Utility-driven Smart Energy Services

This project developed utility-driven smart energy services to improve grid energy efficiency, encourage energy conservation, and promote local renewable energy sources, such as rooftop solar. The research focused on developing new energy analytic techniques for smart meter data, combining these in novel ways to create specific applications that improve energy efficiency, packaging those applications as cloud-based web services that are accessible to end users, and evaluating their impact on user behavior and energy efficiency.

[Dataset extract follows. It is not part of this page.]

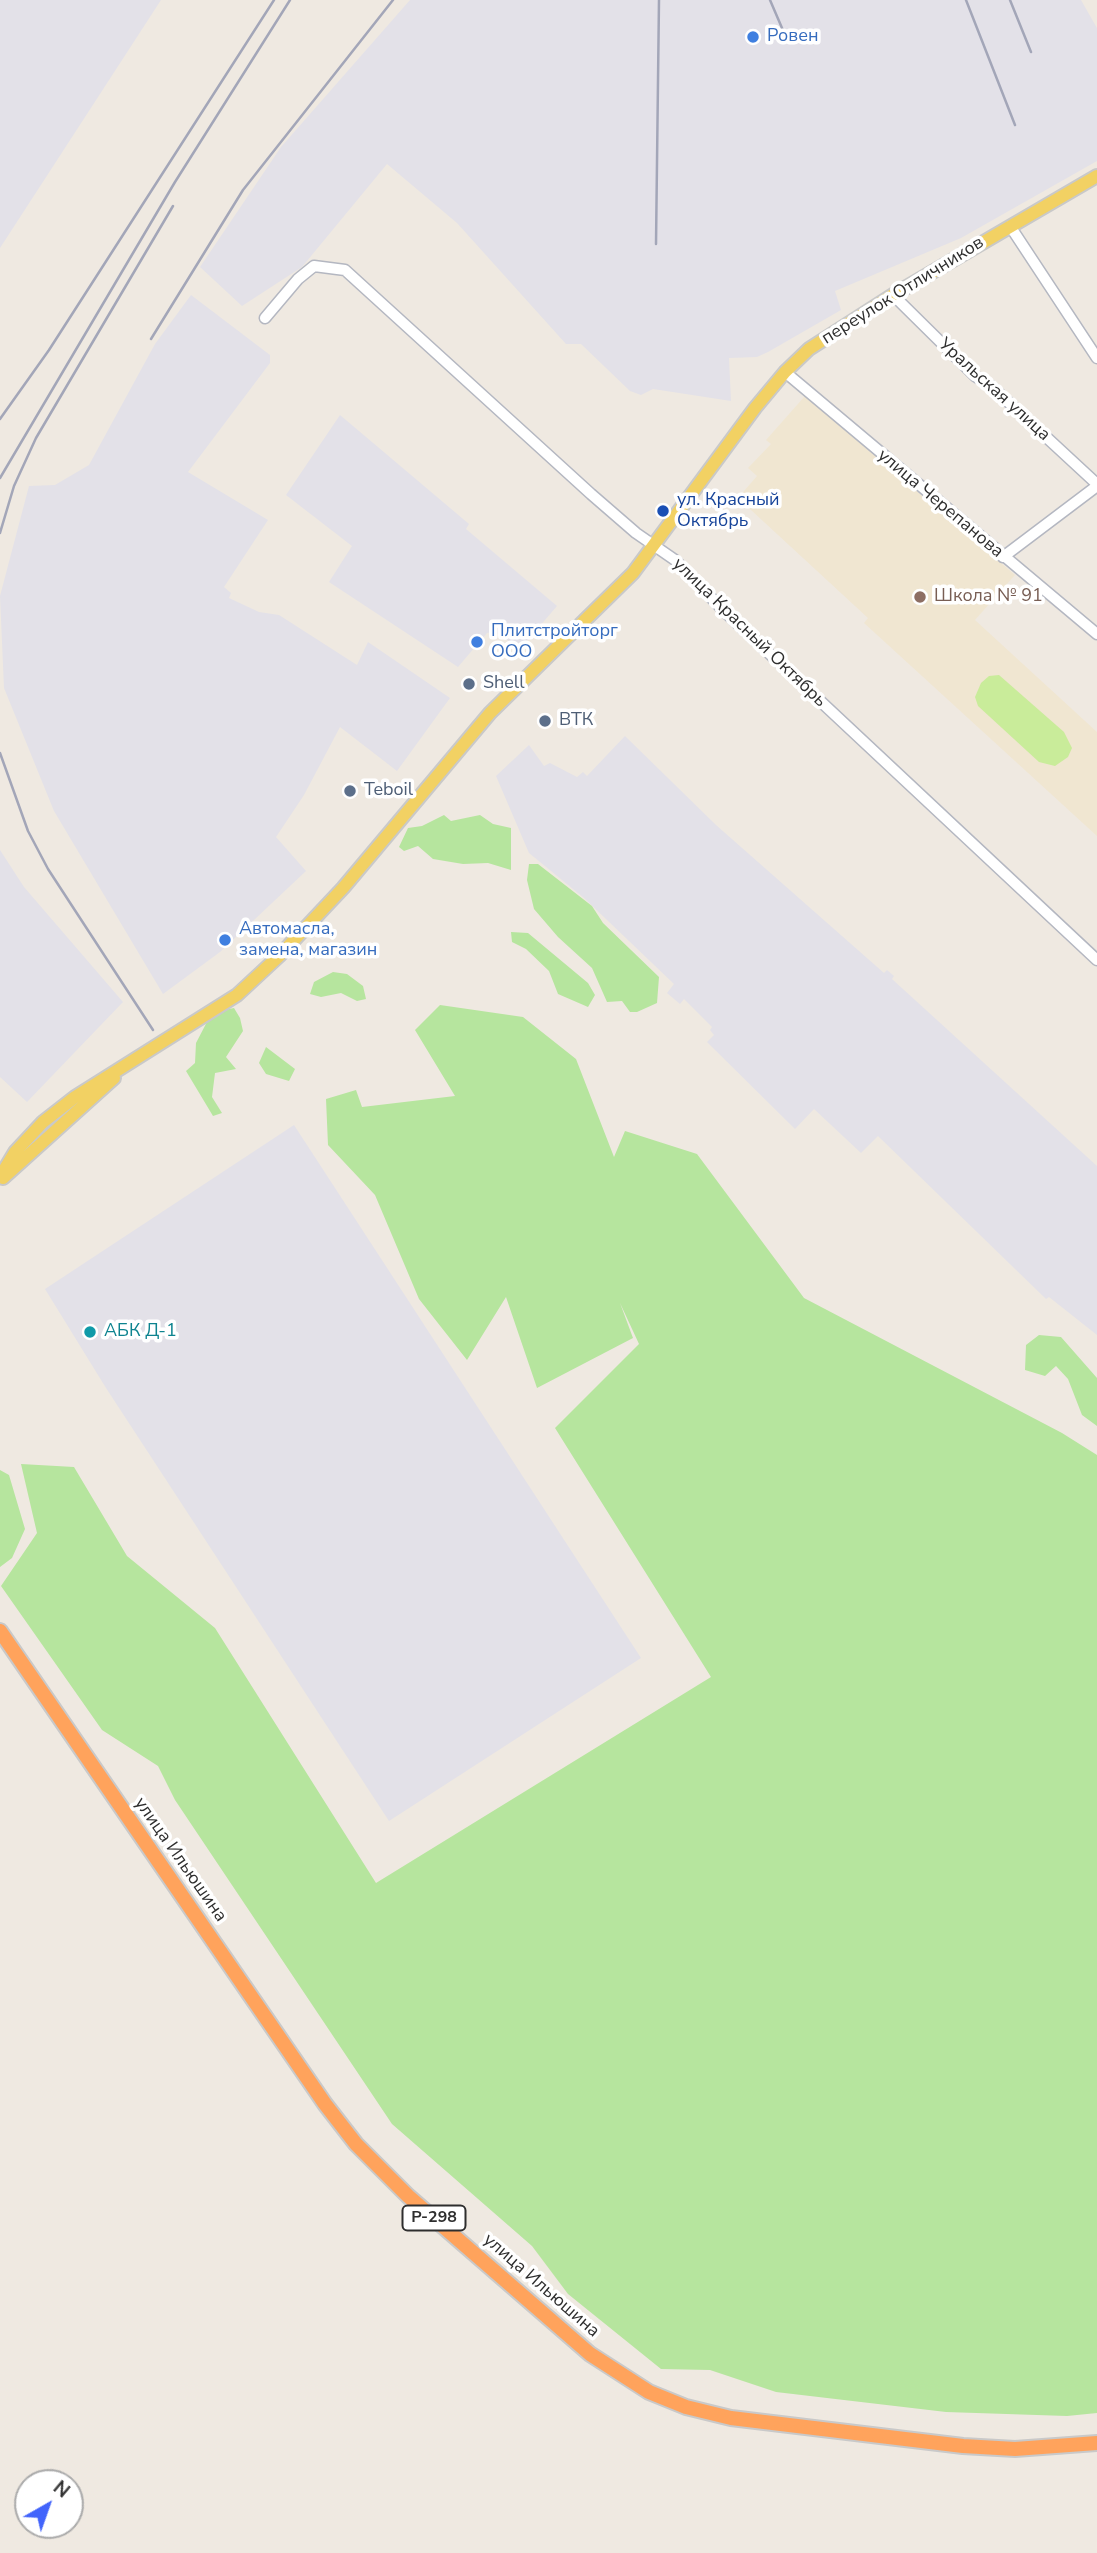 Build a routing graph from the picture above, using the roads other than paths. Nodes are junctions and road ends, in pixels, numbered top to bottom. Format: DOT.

This project was funded by the National Science Foundation under grant CNS-19254646 and a grant from the Massachusetts Department of Energy Resources (DOER).

System Support for Transient Cloud Computing

In many emerging scenarios, clouds and data centers can only provide transient server availability. This project was the first to develop system support for transience that treated it as a first-class design principle. Since traditional fault-tolerance techniques are too expensive for handling transient server availability, the project developed new transience-aware mechanisms that balanced cost, performance, and availability. This project was funded by the National Science Foundation under grant CNS-1422245, a 2016 Google Faculty Research Award, and Amazon (in the form of cloud credits).

Enhancing Privacy in Smart Buildings

The design of smart buildings that automatically optimize energy usage is important for improving energy-efficiency. Unfortunately, a key barrier to the broad adoption of energy-efficiency optimizations is that Internet-connected sensors often leak private information about user behavior. This project designed low-cost, non-intrusive, privacy-enhancing techniques that reduced the private information leaked through smart devices, while still permitting the sophisticated analytics, control, and verification necessary to enable energy optimizations for smart buildings. This project was funded by the National Science Foundation and Intel under grant CNS-1505422.
This project developed BenchLab, an open, flexible community infrastructure comprising applications, workloads and tools to enable realistic performance evaluation and benchmarking by systems researchers. BenchLab is an open framework where source code and workload datasets are freely available for modification and use by researchers for their specific experiments. The framework consists of a suite of server-side benchmark applications and workloads that represent cloud, mobile web, and green computing environments. This project was funded by the National Science Foundation under grant OAC-1339839.
The project developed a model-based paradigm to design automated load discovery, monitoring, and scheduling techniques that are low in cost, highly transparent, and privacy preserving. The project bootstrapped an online data repository to enable new techniques for modeling loads based on their energy usage. The project leveraged these models to automatically discover the set of loads a building operates, and monitor their electricity usage using only aggregate electricity recorded by a building smart meter. This project was funded by the National Science Foundation under a NSF CAREER grant CNS-1253063.